A different approach or viewpoint doesn’t mean you ignore what is really happening. The same reality van have several layers, several levels of abstraction. Do you know the The Open Systems

==========================================

Friction is a physical phenomenon but Parkinson’s disease is also a mental disease. I think friction has a mental counterpart.

Dualism! I shall put on my frock coat and perriwig.

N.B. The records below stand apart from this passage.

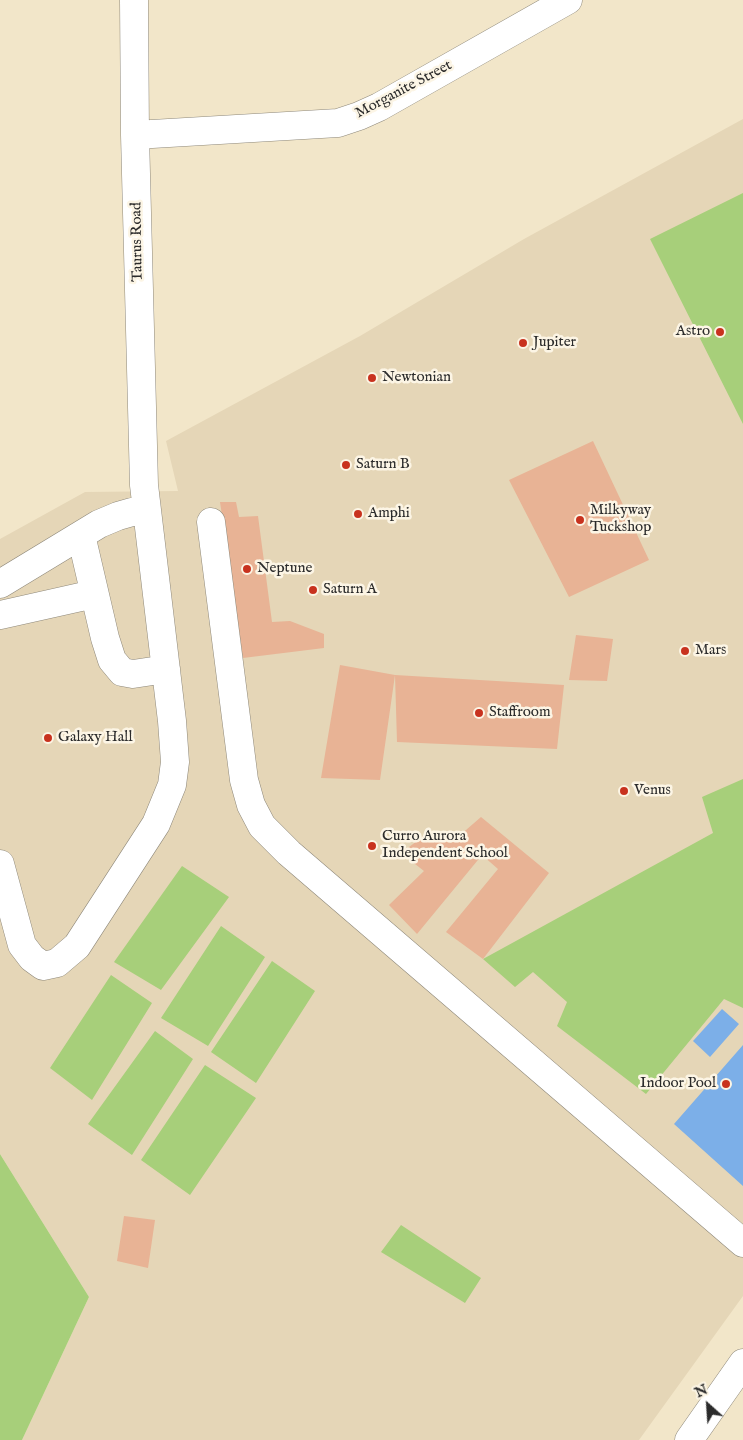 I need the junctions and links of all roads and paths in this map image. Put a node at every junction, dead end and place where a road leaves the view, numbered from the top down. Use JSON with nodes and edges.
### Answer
{"nodes":[{"id":1,"x":134,"y":0,"type":"edge"},
{"id":2,"x":568,"y":0,"type":"edge"},
{"id":3,"x":135,"y":135,"type":"junction"},
{"id":4,"x":146,"y":497,"type":"junction"},
{"id":5,"x":211,"y":522,"type":"dead end"},
{"id":6,"x":81,"y":535,"type":"junction"},
{"id":7,"x":0,"y":584,"type":"edge"},
{"id":8,"x":94,"y":594,"type":"junction"},
{"id":9,"x":0,"y":615,"type":"edge"},
{"id":10,"x":166,"y":669,"type":"junction"},
{"id":11,"x":0,"y":864,"type":"edge"},
{"id":12,"x":743,"y":1243,"type":"edge"},
{"id":13,"x":743,"y":1363,"type":"edge"},
{"id":14,"x":689,"y":1440,"type":"edge"}],
"edges":[{"from":1,"to":3,"type":"street","name":"Taurus Road"},
{"from":2,"to":3,"type":"street","name":"Morganite Street"},
{"from":3,"to":4,"type":"street","name":"Taurus Road"},
{"from":4,"to":6,"type":"street"},
{"from":4,"to":10,"type":"street","name":"Taurus Road"},
{"from":5,"to":12,"type":"street"},
{"from":6,"to":7,"type":"street"},
{"from":6,"to":8,"type":"street"},
{"from":8,"to":9,"type":"street"},
{"from":8,"to":10,"type":"street"},
{"from":10,"to":11,"type":"street","name":"Taurus Road"},
{"from":13,"to":14,"type":"street"}]}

Dualism is when you claim that mind nor matter can be reduced to each other in any way. What I claim is the unity of physical and mental symptoms. At a certain layer they will the same thing.
==========================================

Looking forward to a concise non-metaphorical 60 word description of what your theory is?


I’ll give it a try:

When you move, you have to deal with friction. The force You use to move something has to increase until the frictioncoefficient is reached. Then suddenly the force is too great and has to decrease rapidly. But an erroneous movement has already been made. The force is decreasing till suddenly there is friction again and movement stops. An example of this kind of movement is the cogwheel phenomenon. I you do the above experiment with a vibrating device attached movement becomes far more precise. I predict that on a powerplate with the right frequency, a cogwheel phenomenon will be greatly reduced. 101 words, I have already exceeded my limit

I like discussions like this. Makes me sharper in expressing myself.

Please join us

best regards,

Joop

#20
Hi Glenchass,

Thank you for your enthousiasm. I'm Dutch.